[Start of section]

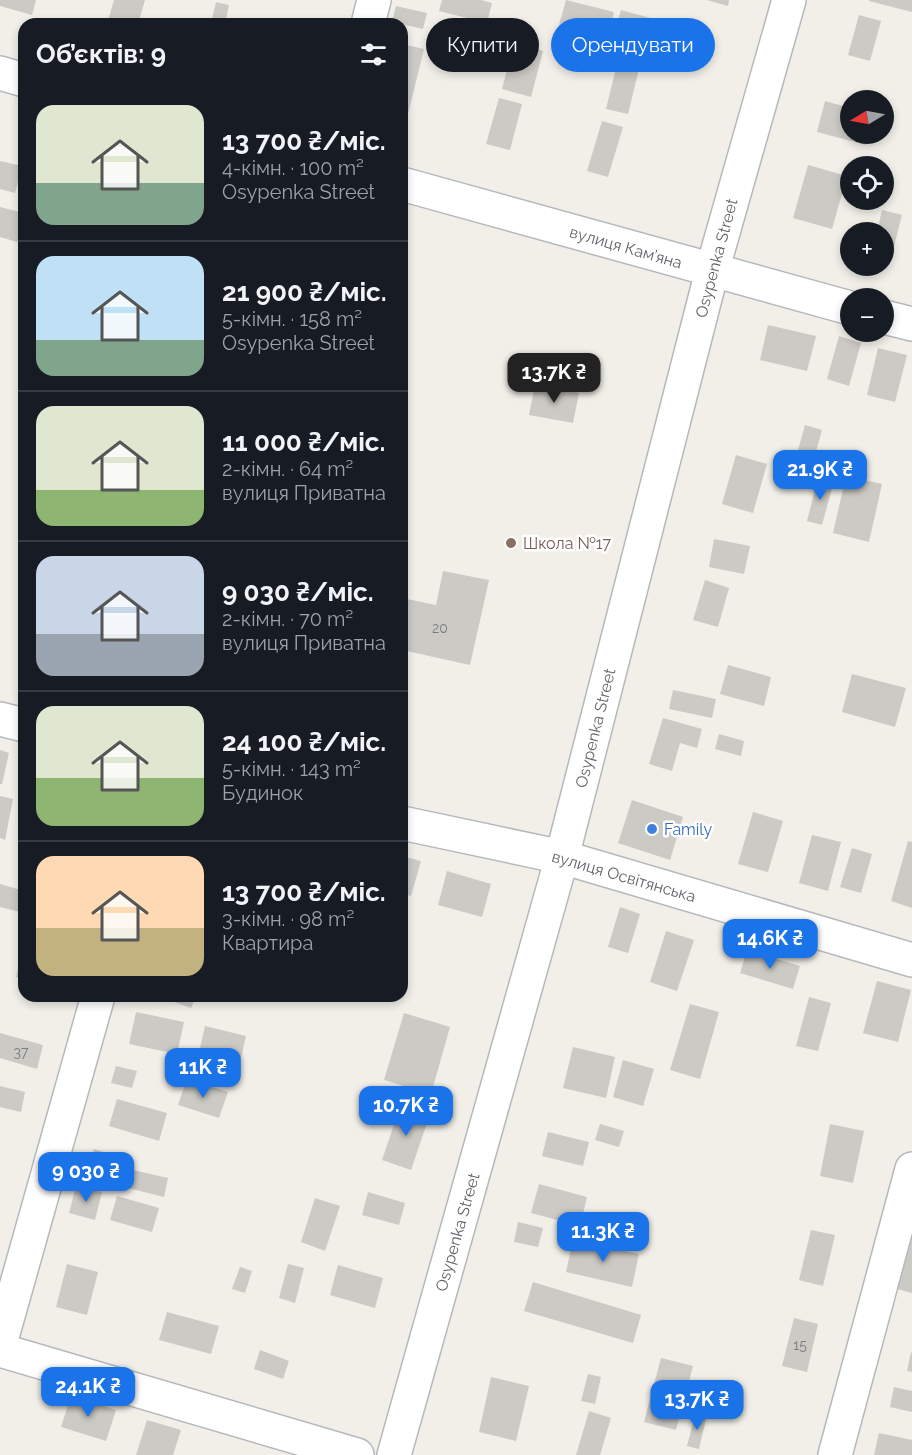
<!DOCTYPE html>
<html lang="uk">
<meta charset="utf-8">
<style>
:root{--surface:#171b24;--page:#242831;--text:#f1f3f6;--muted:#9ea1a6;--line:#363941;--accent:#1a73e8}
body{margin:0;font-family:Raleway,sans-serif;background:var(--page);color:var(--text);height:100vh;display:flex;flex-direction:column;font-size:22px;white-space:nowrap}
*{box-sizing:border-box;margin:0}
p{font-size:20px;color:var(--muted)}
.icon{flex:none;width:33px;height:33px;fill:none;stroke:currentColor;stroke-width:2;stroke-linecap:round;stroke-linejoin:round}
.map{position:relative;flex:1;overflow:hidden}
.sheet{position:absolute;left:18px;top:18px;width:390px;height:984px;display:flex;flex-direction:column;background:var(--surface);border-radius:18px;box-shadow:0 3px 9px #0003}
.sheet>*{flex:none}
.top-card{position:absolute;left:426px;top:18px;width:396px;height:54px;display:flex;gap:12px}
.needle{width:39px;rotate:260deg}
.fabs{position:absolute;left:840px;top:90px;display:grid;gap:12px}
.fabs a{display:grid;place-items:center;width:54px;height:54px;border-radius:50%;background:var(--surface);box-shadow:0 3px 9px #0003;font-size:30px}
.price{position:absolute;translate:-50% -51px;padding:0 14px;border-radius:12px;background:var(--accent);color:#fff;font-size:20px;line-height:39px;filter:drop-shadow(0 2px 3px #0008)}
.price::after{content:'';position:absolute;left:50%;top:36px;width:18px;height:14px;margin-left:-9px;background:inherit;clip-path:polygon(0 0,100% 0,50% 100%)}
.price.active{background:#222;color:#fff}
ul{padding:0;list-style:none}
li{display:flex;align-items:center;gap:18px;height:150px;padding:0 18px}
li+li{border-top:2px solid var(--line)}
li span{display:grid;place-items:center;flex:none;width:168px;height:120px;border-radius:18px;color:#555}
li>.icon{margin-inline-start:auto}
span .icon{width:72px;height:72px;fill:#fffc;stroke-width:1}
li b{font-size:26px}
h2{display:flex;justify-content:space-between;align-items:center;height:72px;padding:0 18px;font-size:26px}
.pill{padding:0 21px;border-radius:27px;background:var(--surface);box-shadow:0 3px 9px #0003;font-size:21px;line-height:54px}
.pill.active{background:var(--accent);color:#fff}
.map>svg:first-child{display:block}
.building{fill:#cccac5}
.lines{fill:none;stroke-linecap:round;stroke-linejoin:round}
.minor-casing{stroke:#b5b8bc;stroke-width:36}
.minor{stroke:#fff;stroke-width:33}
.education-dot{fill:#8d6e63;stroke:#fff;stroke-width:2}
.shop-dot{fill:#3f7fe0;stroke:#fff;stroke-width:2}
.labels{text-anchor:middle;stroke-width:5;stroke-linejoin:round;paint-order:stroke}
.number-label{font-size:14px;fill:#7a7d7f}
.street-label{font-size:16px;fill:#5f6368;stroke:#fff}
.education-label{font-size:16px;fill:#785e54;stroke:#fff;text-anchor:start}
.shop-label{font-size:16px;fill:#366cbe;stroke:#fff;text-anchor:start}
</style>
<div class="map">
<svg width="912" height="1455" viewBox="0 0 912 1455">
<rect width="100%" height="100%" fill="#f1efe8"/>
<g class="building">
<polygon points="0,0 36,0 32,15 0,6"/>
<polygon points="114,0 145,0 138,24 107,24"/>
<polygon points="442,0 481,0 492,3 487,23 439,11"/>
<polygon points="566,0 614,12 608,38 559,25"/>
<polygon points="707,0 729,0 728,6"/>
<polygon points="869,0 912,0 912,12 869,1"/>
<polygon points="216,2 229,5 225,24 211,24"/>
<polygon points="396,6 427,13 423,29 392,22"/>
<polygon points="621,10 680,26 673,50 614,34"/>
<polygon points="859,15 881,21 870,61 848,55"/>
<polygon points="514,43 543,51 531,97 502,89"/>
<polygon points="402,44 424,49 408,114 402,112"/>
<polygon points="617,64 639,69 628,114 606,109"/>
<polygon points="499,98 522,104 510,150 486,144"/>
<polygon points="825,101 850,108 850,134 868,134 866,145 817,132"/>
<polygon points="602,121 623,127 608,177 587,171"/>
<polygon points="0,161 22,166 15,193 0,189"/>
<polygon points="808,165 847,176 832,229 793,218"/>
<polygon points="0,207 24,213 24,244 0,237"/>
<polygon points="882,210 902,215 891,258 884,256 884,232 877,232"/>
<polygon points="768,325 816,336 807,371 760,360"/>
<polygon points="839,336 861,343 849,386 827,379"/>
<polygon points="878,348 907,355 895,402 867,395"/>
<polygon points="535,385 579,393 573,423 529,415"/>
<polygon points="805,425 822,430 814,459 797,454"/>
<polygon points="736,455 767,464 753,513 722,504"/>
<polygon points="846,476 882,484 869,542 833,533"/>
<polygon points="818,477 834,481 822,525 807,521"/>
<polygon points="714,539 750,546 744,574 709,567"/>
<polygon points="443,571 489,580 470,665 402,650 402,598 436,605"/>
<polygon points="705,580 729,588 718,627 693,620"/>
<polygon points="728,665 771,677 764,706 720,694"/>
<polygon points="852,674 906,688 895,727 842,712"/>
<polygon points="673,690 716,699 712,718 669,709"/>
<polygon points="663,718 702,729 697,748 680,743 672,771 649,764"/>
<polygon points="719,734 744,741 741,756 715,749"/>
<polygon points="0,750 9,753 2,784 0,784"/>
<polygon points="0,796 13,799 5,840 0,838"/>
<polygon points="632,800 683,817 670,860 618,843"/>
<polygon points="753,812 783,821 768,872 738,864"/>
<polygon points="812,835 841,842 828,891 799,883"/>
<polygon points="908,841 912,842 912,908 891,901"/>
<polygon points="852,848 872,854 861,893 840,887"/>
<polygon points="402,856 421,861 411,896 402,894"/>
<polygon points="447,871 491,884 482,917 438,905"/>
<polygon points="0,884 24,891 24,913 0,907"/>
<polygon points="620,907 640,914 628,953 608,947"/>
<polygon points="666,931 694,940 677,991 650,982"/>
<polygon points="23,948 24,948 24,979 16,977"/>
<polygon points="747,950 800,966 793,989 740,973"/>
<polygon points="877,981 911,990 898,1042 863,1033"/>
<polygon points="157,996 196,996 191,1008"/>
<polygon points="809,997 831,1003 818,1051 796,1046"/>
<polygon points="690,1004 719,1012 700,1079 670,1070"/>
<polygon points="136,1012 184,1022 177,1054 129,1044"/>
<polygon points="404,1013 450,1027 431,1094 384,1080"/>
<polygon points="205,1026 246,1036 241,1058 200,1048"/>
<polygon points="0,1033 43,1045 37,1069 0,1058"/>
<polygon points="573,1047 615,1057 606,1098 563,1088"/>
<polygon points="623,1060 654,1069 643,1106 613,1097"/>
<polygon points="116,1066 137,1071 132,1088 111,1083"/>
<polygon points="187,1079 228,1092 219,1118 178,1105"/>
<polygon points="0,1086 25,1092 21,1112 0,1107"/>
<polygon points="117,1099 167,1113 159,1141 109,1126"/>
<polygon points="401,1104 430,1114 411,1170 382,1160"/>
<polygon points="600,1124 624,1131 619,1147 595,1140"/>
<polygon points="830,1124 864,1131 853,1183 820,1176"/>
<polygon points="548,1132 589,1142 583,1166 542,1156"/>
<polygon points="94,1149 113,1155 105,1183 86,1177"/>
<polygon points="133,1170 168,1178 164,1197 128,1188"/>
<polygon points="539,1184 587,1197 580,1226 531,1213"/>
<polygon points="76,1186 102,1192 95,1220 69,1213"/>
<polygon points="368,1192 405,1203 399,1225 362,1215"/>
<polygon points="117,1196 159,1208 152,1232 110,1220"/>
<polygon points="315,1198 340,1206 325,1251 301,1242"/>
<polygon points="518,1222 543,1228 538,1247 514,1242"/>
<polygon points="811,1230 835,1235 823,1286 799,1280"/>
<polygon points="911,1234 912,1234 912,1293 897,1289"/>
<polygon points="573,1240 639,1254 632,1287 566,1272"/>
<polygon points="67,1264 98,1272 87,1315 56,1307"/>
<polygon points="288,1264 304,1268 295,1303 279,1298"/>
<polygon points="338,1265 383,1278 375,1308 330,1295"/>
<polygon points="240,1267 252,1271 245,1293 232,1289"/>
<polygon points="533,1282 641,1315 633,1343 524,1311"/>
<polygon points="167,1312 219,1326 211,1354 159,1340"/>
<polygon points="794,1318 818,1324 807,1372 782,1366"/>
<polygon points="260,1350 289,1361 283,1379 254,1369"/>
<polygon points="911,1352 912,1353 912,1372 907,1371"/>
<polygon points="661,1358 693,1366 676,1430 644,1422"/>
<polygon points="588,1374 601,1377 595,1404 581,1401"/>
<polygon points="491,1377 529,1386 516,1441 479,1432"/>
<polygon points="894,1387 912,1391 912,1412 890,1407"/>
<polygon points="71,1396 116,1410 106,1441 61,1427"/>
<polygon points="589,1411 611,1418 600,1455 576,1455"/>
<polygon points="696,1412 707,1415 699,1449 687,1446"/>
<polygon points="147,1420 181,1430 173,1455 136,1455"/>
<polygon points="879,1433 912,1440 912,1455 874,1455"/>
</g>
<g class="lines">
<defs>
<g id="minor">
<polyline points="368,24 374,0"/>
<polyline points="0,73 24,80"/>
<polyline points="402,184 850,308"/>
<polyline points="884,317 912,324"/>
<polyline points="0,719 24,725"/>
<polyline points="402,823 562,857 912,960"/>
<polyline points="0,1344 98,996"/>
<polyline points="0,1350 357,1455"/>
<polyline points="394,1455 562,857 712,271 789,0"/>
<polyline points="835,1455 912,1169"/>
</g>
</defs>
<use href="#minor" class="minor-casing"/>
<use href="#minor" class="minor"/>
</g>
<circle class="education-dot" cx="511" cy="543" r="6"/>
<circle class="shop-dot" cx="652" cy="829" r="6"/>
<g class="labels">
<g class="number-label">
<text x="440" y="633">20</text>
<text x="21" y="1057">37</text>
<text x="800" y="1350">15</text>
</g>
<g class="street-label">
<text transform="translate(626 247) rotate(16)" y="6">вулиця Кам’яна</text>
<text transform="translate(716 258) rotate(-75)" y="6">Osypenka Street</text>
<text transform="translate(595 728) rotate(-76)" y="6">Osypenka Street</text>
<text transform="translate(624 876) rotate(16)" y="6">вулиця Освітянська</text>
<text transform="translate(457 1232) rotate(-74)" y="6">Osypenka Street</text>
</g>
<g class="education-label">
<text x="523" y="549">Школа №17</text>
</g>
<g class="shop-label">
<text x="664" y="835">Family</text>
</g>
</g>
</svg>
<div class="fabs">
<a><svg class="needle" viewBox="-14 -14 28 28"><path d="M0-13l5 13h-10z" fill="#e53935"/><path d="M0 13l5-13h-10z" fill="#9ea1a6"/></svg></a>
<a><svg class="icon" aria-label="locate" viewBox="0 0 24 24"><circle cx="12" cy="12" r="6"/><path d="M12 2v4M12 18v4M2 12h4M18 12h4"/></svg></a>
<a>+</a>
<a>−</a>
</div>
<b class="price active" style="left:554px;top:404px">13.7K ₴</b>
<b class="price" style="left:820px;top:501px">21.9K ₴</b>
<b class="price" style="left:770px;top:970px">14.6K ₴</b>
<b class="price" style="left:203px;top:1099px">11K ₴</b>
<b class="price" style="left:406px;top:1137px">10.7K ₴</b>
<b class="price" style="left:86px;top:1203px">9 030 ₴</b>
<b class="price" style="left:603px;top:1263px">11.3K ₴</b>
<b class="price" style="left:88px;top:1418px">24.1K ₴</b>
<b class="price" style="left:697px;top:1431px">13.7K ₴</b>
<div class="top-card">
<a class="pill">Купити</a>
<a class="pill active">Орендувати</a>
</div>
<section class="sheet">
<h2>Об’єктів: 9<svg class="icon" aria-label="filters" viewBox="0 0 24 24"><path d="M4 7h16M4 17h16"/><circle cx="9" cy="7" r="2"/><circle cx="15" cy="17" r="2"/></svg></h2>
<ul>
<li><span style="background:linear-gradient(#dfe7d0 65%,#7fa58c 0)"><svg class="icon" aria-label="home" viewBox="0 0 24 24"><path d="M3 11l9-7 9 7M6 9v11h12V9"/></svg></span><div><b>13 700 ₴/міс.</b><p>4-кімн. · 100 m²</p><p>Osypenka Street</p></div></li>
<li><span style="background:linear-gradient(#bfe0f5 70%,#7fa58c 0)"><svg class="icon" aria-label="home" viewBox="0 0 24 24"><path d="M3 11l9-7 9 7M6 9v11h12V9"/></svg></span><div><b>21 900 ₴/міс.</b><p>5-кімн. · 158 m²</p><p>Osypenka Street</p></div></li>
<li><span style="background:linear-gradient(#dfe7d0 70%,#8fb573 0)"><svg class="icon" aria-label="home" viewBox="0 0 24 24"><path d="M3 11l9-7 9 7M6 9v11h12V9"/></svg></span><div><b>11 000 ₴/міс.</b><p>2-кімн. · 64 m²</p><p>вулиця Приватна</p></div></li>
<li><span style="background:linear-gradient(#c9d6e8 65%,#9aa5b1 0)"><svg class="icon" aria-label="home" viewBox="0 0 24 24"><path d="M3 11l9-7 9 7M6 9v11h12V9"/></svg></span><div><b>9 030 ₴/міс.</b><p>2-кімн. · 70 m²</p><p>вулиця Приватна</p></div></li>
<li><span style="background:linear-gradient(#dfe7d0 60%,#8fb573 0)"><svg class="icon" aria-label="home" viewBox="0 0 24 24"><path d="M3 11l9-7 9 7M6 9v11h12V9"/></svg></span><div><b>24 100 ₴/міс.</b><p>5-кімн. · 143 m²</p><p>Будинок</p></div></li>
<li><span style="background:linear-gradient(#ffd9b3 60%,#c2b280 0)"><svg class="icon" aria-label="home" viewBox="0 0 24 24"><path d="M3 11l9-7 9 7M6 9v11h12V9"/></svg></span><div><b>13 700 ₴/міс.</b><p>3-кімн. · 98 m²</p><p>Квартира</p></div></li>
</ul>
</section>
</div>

[End of section]

> _Task to complete_
When a line in the records above holds "fabs", that line is to be reported.

> _Solved problem_
.fabs{position:absolute;left:840px;top:90px;display:grid;gap:12px}
.fabs a{display:grid;place-items:center;width:54px;height:54px;border-radius:50%;background:var(--surface);box-shadow:0 3px 9px #0003;font-size:30px}
<div class="fabs">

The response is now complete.